This 2011 movie written, produced and directed by Jennifer Westfeldt is about a group of shallow, sex-obsessed Manhattan Yuppies who start having children. I’m going to discuss the full plot in some detail, so if you don’t want the ending spoiled, you probably shouldn’t read this review. On the other hand, the story is quite predictable and if you haven’t figured out the entire plot in the first five minutes, then all cylinders aren’t firing anyway.
Jason (Adam Scott) and Julie (Westfeldt), are both well-paid professionals in their mid-30s. Best friends for many years, they live in the same building in Manhattan and have long telephone conversations usually involving a choice between grisly ways to die. Julie asks Ben if he’d rather die a long, painful death by cancer or to see a loved one die the same way. Ben chooses to watch the loved one die because he would still be alive.
They gather regularly with married friends Alex (Chris O’Dowd) and Missy (Kristen Wiig), who are obsessed with having sex, and Ben (Jon Hamm) and Leslie (Maya Rudolph). Not interested in each other Jason and Julie continually seek their own romantic relationships, the success measured in sexual happiness. Their friends have children, but they continue to seek permanent mates themselves until one evening they decide to have a child of their own. Seeing the misery that their friends have experienced, they decide that they can raise a child and still search for their own soul-mates.
While Ben and Leslie manage to make their marriage work, Alex and Missy’s relationship falls apart, further evidence that they’ve made the right decision. As time passes, Jason becomes involved with a dancer, Mary Jane (Megan Fox), while Julie finds Mr. Right in the form of Kurt (Edward Burns). When Alex gets drunk at a New Years skiing getaway for the eight of them, he comes down hard on Jason and Julie for not thinking through the effect their decision will have on their child. Jason strongly defends the decision, declaring how much they love each other and how much they love their little boy.
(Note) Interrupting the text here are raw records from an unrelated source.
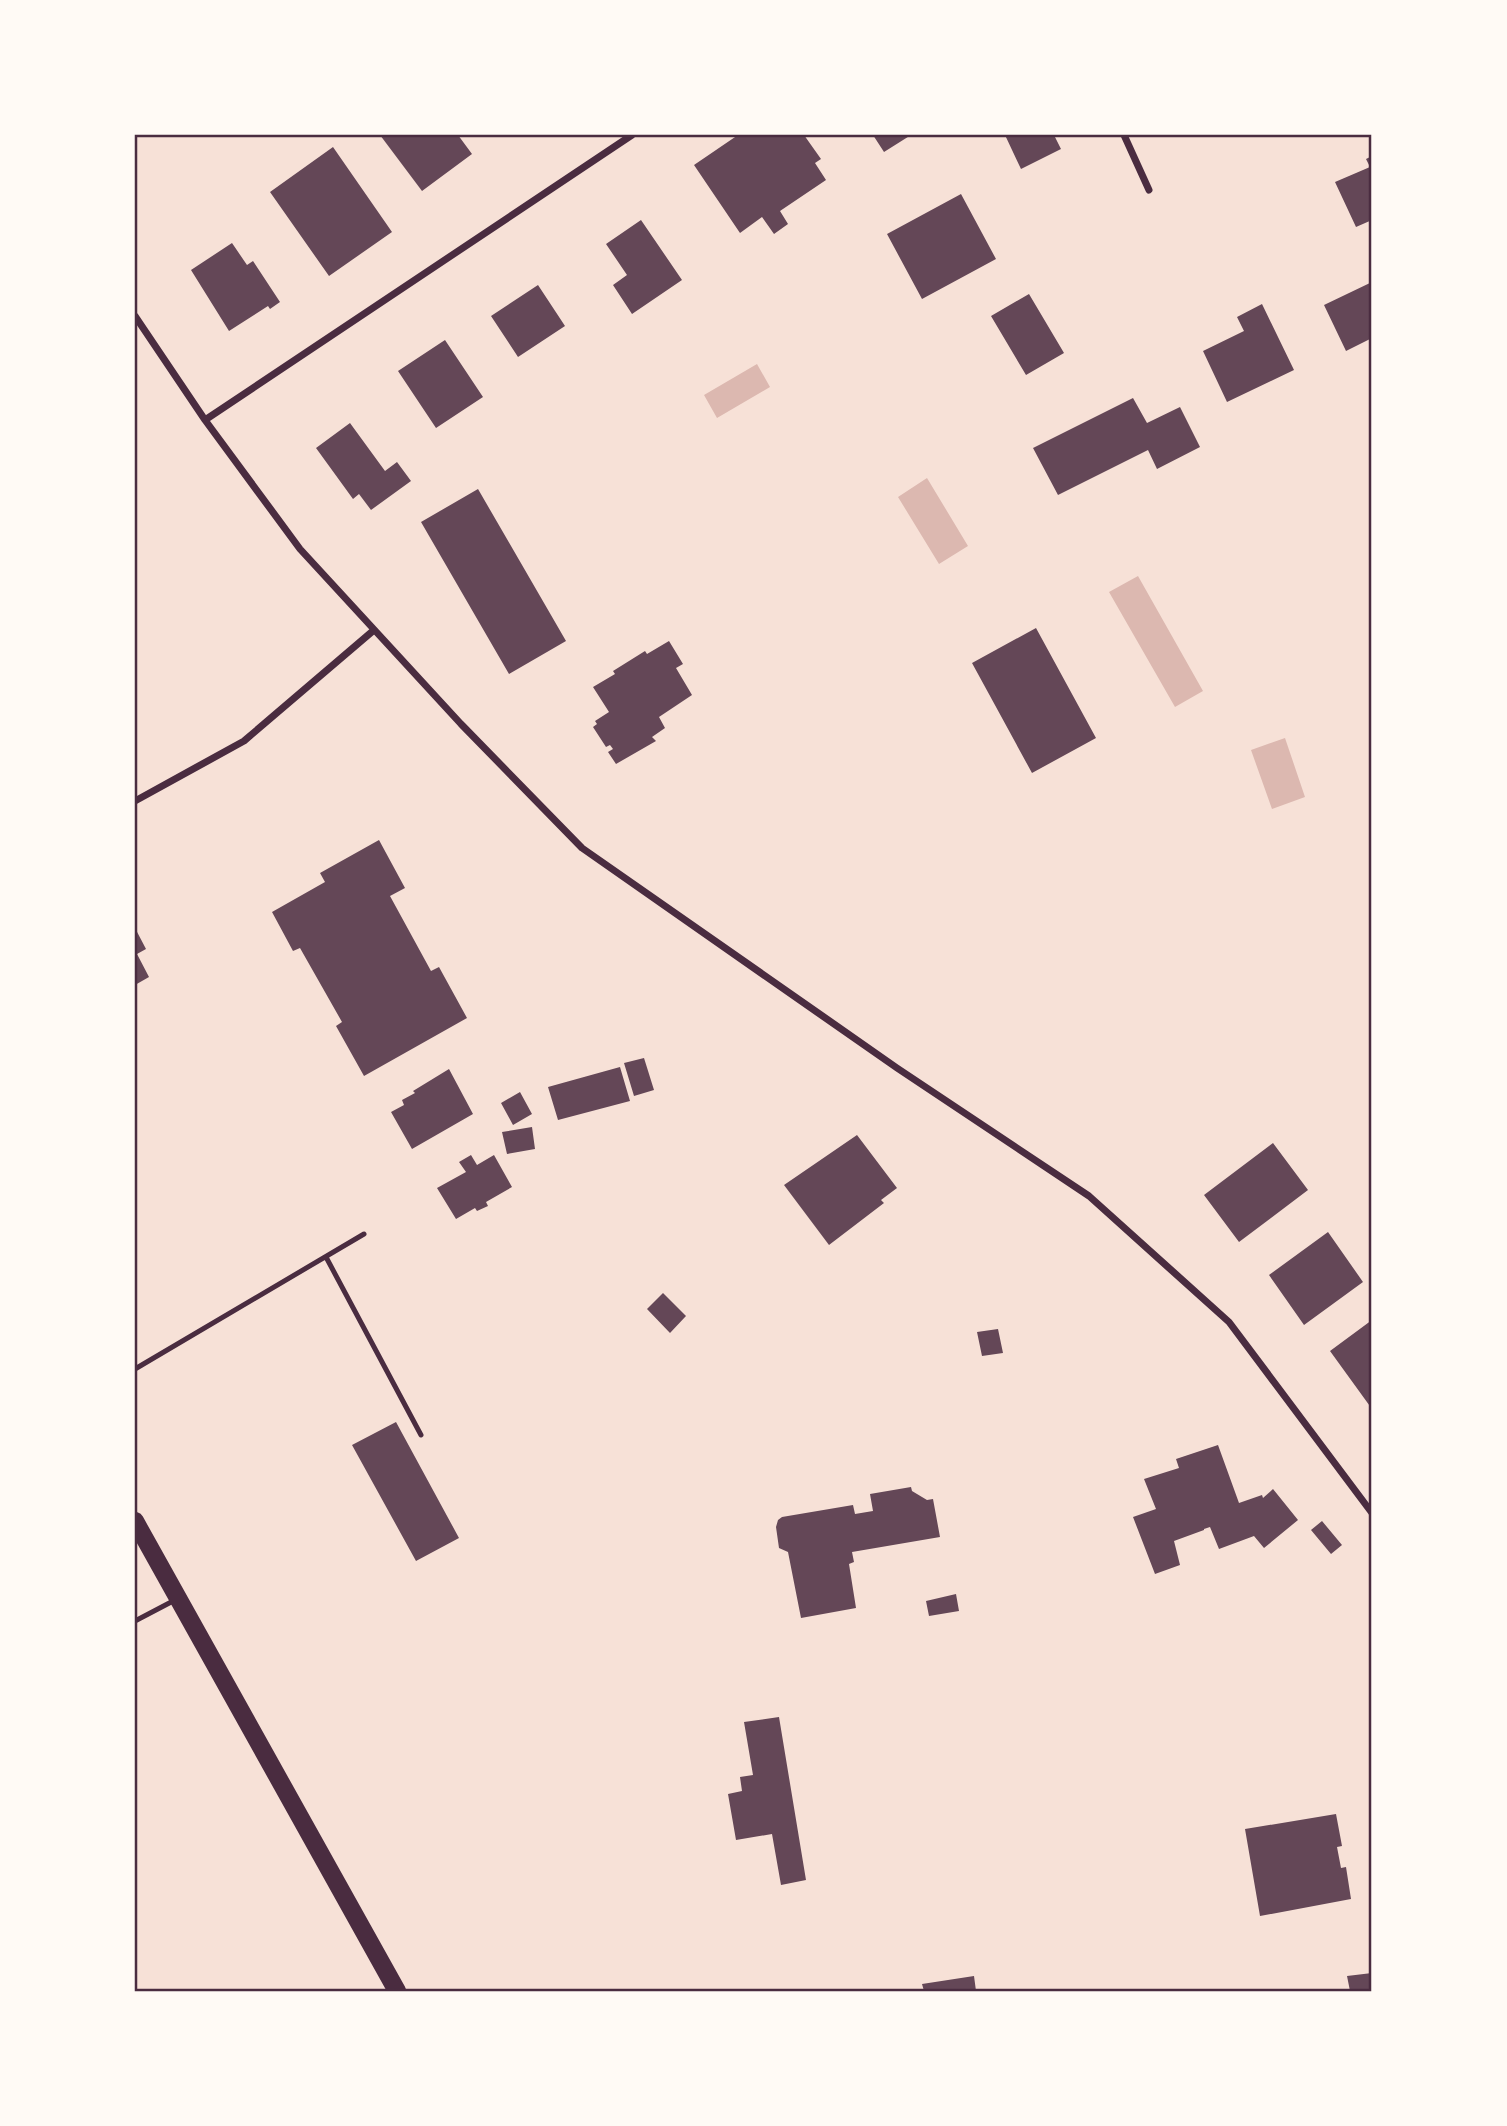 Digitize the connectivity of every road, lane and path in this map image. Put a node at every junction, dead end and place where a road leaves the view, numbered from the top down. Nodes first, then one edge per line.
1 (632, 135) edge
2 (1124, 135) edge
3 (1149, 190) dead end
4 (135, 316) edge
5 (205, 421) junction
6 (374, 630) junction
7 (135, 801) edge
8 (364, 1234) dead end
9 (326, 1257) junction
10 (135, 1369) edge
11 (421, 1435) dead end
12 (1372, 1513) edge
13 (135, 1521) edge
14 (178, 1598) junction
15 (135, 1621) edge
16 (397, 1991) edge

1 - 5 street
2 - 3 street
4 - 5 street
5 - 6 street
6 - 7 street
6 - 12 street
8 - 9 lane
9 - 10 lane
9 - 11 lane
13 - 14 main road
14 - 15 lane
14 - 16 main road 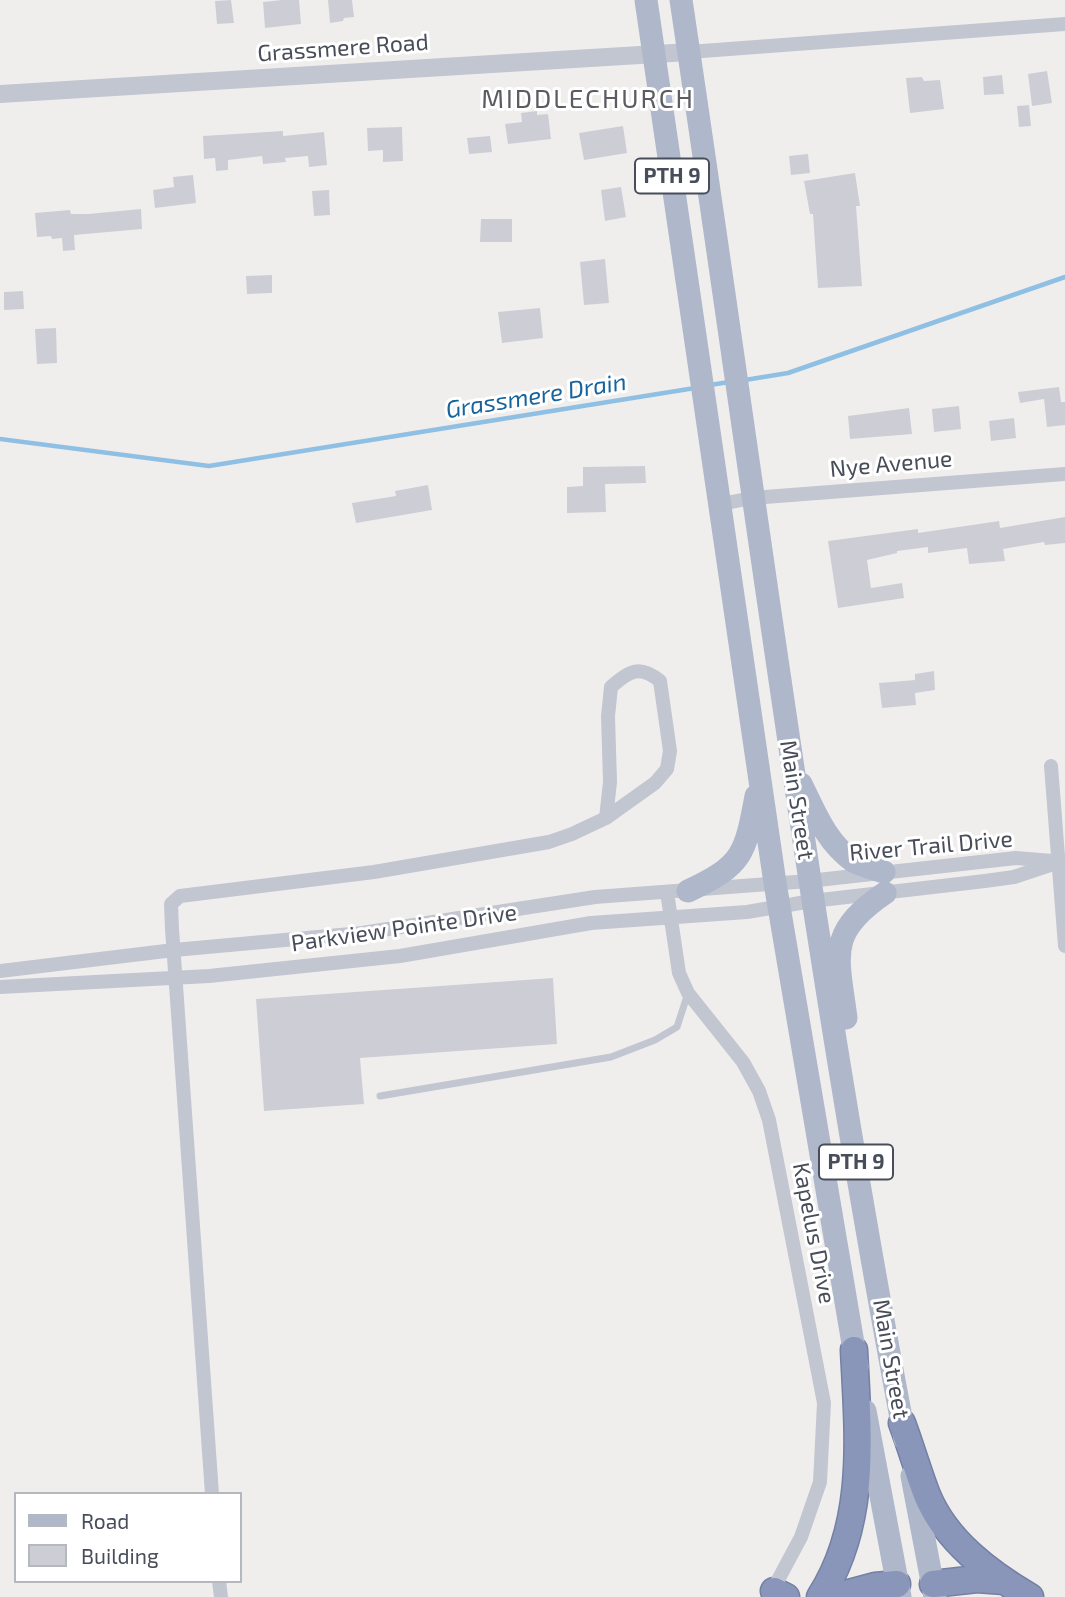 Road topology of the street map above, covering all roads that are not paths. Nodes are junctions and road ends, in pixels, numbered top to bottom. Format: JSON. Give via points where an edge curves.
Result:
{"nodes":[{"id":1,"x":646,"y":0,"type":"edge"},
{"id":2,"x":681,"y":0,"type":"edge"},
{"id":3,"x":1065,"y":24,"type":"edge"},
{"id":4,"x":689,"y":52,"type":"junction"},
{"id":5,"x":654,"y":54,"type":"junction"},
{"id":6,"x":0,"y":94,"type":"edge"},
{"id":7,"x":1065,"y":474,"type":"edge"},
{"id":8,"x":752,"y":498,"type":"junction"},
{"id":9,"x":721,"y":504,"type":"junction"},
{"id":10,"x":792,"y":766,"type":"junction"},
{"id":11,"x":1051,"y":766,"type":"dead end"},
{"id":12,"x":760,"y":776,"type":"junction"},
{"id":13,"x":606,"y":818,"type":"junction"},
{"id":14,"x":1061,"y":862,"type":"edge"},
{"id":15,"x":775,"y":883,"type":"junction"},
{"id":16,"x":884,"y":883,"type":"junction"},
{"id":17,"x":677,"y":891,"type":"junction"},
{"id":18,"x":811,"y":891,"type":"junction"},
{"id":19,"x":779,"y":907,"type":"junction"},
{"id":20,"x":670,"y":919,"type":"junction"},
{"id":21,"x":1065,"y":946,"type":"edge"},
{"id":22,"x":174,"y":950,"type":"junction"},
{"id":23,"x":0,"y":971,"type":"edge"},
{"id":24,"x":176,"y":978,"type":"junction"},
{"id":25,"x":0,"y":987,"type":"edge"},
{"id":26,"x":688,"y":993,"type":"junction"},
{"id":27,"x":836,"y":1055,"type":"junction"},
{"id":28,"x":380,"y":1096,"type":"dead end"},
{"id":29,"x":854,"y":1350,"type":"junction"},
{"id":30,"x":902,"y":1423,"type":"junction"},
{"id":31,"x":212,"y":1492,"type":"edge"},
{"id":32,"x":1004,"y":1581,"type":"junction"},
{"id":33,"x":934,"y":1590,"type":"edge"},
{"id":34,"x":899,"y":1591,"type":"edge"},
{"id":35,"x":776,"y":1595,"type":"edge"},
{"id":36,"x":828,"y":1597,"type":"edge"},
{"id":37,"x":1030,"y":1597,"type":"edge"}],
"edges":[{"from":1,"to":5,"type":"main road","name":"Main Street","number":"PTH 9"},
{"from":2,"to":4,"type":"main road","name":"Main Street","number":"PTH 9"},
{"from":3,"to":4,"type":"street"},
{"from":4,"to":5,"type":"street","name":"Grassmere Road"},
{"from":4,"to":8,"type":"main road","name":"Main Street","number":"PTH 9"},
{"from":5,"to":6,"type":"street","name":"Grassmere Road"},
{"from":5,"to":9,"type":"main road","name":"Main Street","number":"PTH 9"},
{"from":7,"to":8,"type":"street","name":"Nye Avenue"},
{"from":8,"to":9,"type":"street","name":"Nye Avenue"},
{"from":8,"to":10,"type":"main road","name":"Main Street","number":"PTH 9"},
{"from":9,"to":12,"type":"main road","name":"Main Street","number":"PTH 9"},
{"from":10,"to":16,"type":"main road","via":[[836,846]]},
{"from":10,"to":18,"type":"main road","name":"Main Street","number":"PTH 9"},
{"from":11,"to":14,"type":"street"},
{"from":12,"to":15,"type":"main road","name":"Main Street","number":"PTH 9"},
{"from":12,"to":17,"type":"main road","via":[[743,852],[724,872]]},
{"from":13,"to":13,"type":"street","via":[[667,769],[670,751],[660,681],[649,673],[637,671],[611,687]]},
{"from":13,"to":22,"type":"street","via":[[549,842],[374,872],[180,896],[171,904]]},
{"from":14,"to":16,"type":"street","name":"River Trail Drive","via":[[1014,877]]},
{"from":14,"to":16,"type":"street","name":"River Trail Drive","via":[[1016,858]]},
{"from":14,"to":21,"type":"street"},
{"from":15,"to":17,"type":"street","name":"Parkview Pointe Drive"},
{"from":15,"to":18,"type":"street","name":"Parkview Pointe Drive"},
{"from":15,"to":19,"type":"main road","name":"Main Street","number":"PTH 9"},
{"from":16,"to":18,"type":"street","name":"River Trail Drive"},
{"from":16,"to":18,"type":"street","name":"River Trail Drive"},
{"from":16,"to":27,"type":"main road","via":[[841,938],[838,954],[846,1021]]},
{"from":17,"to":20,"type":"street","name":"Kapelus Drive"},
{"from":17,"to":22,"type":"street","name":"Parkview Pointe Drive","via":[[595,897],[362,933]]},
{"from":18,"to":19,"type":"street","name":"Parkview Pointe Drive"},
{"from":18,"to":27,"type":"main road","name":"Main Street","number":"PTH 9"},
{"from":19,"to":20,"type":"street","name":"Parkview Pointe Drive"},
{"from":19,"to":29,"type":"main road","name":"Main Street","number":"PTH 9"},
{"from":20,"to":24,"type":"street","name":"Parkview Pointe Drive","via":[[591,923],[400,956]]},
{"from":20,"to":26,"type":"street","name":"Kapelus Drive","via":[[679,973]]},
{"from":22,"to":23,"type":"street","name":"Parkview Pointe Drive"},
{"from":22,"to":24,"type":"street"},
{"from":24,"to":25,"type":"street","name":"Parkview Pointe Drive"},
{"from":24,"to":31,"type":"street"},
{"from":26,"to":28,"type":"lane","via":[[677,1027],[611,1056]]},
{"from":26,"to":35,"type":"street","name":"Kapelus Drive","via":[[743,1062],[769,1120],[824,1403],[820,1482]]},
{"from":27,"to":30,"type":"main road","name":"Main Street","number":"PTH 9"},
{"from":29,"to":34,"type":"main road","name":"Main Street","number":"PTH 9"},
{"from":29,"to":36,"type":"highway","via":[[858,1474],[845,1545]]},
{"from":30,"to":32,"type":"highway","via":[[928,1498],[946,1526],[962,1547]]},
{"from":30,"to":33,"type":"main road","name":"Main Street","number":"PTH 9"},
{"from":32,"to":33,"type":"highway","via":[[977,1579]]},
{"from":32,"to":37,"type":"highway"},
{"from":34,"to":36,"type":"highway","via":[[875,1586]]}]}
Taking this to heart, Julie realizes that she really does love Jason more than Kurt. When they get together to celebrate her birthday, she tells him how she feels, but Jason recoils, explaining that he loves her as a friend and is already in a deep relationship with Mary Jane. Julie decides to move to Brooklyn to get away from him. Both of their relationships end and Jason then realizes that he actually loves Julie, too. It ends with him telling her that he’s changed his mind: he’d rather die himself than to watch her die of cancer. She is reluctant at first to accept this change of heart, but when he promises great sex, she changes her mind.
There are moments in this movie that ring true and come close to being genuinely touching, but the predictability of the plot makes it very hard to become attached to story. The characters are genuinely shallow. Self-obsessed relationship-junkies who have probably never had an original thought in their lives, their elevation of sex to the be-all and end-all of human love comes across as pathetic and self-serving.
Maybe this is the present or the future of American ideals, but I sure hope not. One can admire Westfeldt for her hard work in doing the project, but I really wish she had taken the time to put some thought into it. I can’t really recommend this movie to anyone.